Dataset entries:
-*-

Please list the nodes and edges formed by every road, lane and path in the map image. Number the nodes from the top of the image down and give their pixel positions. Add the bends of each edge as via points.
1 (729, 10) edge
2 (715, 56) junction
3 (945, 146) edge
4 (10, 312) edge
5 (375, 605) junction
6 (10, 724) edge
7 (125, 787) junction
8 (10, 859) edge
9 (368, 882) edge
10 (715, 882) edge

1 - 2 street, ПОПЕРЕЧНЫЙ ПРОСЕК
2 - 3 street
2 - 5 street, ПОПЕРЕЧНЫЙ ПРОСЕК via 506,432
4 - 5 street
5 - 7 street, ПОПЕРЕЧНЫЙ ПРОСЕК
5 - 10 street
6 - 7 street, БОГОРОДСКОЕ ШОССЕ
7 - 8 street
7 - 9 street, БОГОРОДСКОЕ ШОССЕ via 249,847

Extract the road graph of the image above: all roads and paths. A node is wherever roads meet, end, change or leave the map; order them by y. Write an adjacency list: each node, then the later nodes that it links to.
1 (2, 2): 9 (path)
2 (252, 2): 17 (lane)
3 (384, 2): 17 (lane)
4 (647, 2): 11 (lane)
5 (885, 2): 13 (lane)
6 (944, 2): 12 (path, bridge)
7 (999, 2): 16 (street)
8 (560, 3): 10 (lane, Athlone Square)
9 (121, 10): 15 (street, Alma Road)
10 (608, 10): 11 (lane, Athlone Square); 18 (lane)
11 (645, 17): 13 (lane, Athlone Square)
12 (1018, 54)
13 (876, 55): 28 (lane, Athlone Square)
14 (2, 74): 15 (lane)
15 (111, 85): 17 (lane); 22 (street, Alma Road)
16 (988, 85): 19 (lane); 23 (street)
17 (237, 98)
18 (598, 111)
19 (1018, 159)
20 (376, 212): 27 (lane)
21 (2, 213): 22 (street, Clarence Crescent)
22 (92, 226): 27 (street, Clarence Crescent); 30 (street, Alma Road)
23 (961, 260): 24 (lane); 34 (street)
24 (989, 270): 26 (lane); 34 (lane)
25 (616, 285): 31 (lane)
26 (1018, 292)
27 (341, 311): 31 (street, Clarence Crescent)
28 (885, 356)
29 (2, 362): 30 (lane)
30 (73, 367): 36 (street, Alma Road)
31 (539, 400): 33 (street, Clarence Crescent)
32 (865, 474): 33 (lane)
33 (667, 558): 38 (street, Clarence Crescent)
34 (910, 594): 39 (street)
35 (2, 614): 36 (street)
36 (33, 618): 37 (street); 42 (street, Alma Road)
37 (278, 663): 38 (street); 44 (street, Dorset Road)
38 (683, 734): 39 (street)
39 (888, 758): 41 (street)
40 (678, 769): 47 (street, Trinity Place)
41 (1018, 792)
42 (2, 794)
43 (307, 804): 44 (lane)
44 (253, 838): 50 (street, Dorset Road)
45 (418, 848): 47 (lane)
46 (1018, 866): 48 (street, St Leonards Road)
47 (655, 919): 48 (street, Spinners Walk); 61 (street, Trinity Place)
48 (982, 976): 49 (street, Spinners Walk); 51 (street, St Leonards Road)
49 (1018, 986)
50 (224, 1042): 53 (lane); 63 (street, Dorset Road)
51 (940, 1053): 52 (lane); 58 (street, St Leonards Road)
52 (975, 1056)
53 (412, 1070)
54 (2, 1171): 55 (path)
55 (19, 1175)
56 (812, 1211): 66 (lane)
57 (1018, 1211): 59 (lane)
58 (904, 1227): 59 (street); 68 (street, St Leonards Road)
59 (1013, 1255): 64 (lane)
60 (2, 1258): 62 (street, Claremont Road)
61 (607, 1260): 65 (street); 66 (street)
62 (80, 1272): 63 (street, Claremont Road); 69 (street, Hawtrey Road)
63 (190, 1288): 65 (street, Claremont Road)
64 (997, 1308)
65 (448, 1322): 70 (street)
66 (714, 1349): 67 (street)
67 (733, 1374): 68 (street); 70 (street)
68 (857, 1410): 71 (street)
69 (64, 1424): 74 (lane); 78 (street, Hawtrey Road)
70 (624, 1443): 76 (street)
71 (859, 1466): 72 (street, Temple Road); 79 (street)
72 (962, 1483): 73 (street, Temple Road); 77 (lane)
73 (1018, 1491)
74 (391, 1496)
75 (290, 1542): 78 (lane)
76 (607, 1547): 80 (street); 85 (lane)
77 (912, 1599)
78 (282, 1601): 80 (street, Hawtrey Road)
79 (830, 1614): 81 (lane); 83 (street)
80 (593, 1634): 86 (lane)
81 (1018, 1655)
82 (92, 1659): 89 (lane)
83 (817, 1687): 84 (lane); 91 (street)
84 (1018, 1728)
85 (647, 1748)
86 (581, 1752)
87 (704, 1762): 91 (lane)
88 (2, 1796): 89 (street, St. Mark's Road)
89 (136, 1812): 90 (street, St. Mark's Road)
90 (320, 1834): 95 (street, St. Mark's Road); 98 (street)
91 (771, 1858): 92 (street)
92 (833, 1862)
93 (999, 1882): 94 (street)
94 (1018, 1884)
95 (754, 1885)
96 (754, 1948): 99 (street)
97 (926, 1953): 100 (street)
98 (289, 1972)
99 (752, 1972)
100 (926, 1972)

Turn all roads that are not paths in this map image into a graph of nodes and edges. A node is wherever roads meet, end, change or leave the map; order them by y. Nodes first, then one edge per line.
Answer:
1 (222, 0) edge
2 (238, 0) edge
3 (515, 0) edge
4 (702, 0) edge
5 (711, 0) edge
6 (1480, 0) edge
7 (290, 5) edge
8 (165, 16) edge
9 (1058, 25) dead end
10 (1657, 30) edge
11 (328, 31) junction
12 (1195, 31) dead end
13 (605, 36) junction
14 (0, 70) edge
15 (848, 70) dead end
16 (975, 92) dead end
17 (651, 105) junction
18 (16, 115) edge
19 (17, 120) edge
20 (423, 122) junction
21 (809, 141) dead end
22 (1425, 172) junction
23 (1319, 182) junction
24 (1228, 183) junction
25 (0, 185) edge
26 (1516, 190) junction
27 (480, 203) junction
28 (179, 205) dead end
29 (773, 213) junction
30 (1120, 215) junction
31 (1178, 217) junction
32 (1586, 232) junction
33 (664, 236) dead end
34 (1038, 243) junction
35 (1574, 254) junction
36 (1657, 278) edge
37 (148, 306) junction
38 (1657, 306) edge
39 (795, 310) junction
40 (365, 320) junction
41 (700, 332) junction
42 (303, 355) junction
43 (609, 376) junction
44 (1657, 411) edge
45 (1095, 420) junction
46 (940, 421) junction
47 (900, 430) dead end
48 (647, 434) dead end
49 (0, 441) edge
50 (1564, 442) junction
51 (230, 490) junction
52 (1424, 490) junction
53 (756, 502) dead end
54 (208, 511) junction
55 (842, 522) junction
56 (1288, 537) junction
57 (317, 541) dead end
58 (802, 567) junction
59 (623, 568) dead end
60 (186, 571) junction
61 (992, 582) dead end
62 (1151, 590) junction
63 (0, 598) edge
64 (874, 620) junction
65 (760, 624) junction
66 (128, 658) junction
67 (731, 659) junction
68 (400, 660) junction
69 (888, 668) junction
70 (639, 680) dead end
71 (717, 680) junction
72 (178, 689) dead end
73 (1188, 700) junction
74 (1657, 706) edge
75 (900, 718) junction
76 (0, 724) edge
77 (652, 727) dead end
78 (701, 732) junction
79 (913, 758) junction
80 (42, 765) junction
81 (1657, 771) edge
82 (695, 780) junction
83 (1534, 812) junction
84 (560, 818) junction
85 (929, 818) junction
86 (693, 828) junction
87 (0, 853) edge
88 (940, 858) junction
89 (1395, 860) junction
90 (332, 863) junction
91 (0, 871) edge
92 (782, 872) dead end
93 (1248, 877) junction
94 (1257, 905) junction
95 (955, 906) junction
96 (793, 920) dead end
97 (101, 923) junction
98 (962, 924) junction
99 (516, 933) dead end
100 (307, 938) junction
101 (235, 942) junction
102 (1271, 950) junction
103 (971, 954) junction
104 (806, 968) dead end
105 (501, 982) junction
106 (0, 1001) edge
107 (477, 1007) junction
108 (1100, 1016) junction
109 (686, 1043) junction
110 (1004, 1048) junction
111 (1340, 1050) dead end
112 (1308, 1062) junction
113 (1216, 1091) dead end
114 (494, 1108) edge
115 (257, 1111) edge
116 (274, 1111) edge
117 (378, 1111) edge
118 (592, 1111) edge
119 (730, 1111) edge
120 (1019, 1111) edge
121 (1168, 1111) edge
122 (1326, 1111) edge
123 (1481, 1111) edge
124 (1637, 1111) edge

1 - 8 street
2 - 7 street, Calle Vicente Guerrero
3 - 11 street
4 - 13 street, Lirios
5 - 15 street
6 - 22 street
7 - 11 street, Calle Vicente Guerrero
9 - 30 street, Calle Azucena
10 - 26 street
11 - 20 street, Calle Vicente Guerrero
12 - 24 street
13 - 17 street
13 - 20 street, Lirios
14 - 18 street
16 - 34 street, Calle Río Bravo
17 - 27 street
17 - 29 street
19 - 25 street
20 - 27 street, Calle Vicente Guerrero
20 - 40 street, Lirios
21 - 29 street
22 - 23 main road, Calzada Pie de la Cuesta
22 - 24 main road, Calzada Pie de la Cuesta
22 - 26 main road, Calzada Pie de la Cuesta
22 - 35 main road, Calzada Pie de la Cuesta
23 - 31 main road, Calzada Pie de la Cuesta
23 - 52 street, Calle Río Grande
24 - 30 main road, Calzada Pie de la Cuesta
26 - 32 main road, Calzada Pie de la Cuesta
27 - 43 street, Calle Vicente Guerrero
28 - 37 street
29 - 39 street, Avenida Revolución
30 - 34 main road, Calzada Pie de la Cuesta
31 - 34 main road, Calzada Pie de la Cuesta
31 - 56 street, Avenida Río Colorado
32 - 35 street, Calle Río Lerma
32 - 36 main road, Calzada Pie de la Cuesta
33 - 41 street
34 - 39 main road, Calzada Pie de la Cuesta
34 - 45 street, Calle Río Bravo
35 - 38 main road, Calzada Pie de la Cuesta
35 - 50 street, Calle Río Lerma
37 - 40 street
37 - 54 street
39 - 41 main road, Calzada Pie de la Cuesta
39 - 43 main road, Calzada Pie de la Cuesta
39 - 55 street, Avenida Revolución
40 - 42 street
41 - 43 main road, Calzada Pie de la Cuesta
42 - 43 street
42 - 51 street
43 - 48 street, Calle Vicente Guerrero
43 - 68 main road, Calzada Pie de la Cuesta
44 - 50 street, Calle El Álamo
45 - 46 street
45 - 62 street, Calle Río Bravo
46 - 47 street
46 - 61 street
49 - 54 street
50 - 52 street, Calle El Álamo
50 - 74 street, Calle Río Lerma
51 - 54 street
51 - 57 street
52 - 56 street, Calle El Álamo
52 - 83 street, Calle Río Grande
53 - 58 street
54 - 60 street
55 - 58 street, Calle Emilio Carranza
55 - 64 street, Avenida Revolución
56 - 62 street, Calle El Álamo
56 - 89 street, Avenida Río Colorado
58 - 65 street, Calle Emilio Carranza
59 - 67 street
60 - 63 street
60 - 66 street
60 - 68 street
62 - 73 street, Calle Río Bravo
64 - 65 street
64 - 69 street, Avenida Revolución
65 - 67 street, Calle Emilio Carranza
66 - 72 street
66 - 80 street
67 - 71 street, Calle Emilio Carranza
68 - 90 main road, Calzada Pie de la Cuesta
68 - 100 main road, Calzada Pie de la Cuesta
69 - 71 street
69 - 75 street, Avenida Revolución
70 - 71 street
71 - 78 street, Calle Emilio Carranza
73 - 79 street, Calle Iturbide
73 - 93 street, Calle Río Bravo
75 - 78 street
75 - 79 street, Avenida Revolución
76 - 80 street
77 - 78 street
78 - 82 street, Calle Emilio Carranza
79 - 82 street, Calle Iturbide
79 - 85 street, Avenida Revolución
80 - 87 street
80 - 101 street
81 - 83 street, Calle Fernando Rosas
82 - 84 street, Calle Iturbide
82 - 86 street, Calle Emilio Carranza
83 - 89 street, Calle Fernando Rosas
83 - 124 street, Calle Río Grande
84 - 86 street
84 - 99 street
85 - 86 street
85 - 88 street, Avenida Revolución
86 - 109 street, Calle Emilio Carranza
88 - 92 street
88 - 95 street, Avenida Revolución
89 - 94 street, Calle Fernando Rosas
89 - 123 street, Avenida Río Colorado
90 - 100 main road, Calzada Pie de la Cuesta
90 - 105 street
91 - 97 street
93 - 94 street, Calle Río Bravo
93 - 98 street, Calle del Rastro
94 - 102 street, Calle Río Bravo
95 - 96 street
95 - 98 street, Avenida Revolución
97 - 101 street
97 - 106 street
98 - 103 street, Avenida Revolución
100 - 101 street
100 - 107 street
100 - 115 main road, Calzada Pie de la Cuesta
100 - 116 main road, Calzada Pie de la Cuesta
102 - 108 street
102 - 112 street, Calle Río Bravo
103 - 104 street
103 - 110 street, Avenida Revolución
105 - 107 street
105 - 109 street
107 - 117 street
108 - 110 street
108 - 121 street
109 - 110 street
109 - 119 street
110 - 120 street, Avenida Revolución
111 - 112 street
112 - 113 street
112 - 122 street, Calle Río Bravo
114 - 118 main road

-*-

DESCRIPTION OF THE TASK:
Check each line of the data above for the word "Leonards" and copy the ones where it is found.

ANSWER SECTION:
46 (1018, 866): 48 (street, St Leonards Road)
48 (982, 976): 49 (street, Spinners Walk); 51 (street, St Leonards Road)
51 (940, 1053): 52 (lane); 58 (street, St Leonards Road)
58 (904, 1227): 59 (street); 68 (street, St Leonards Road)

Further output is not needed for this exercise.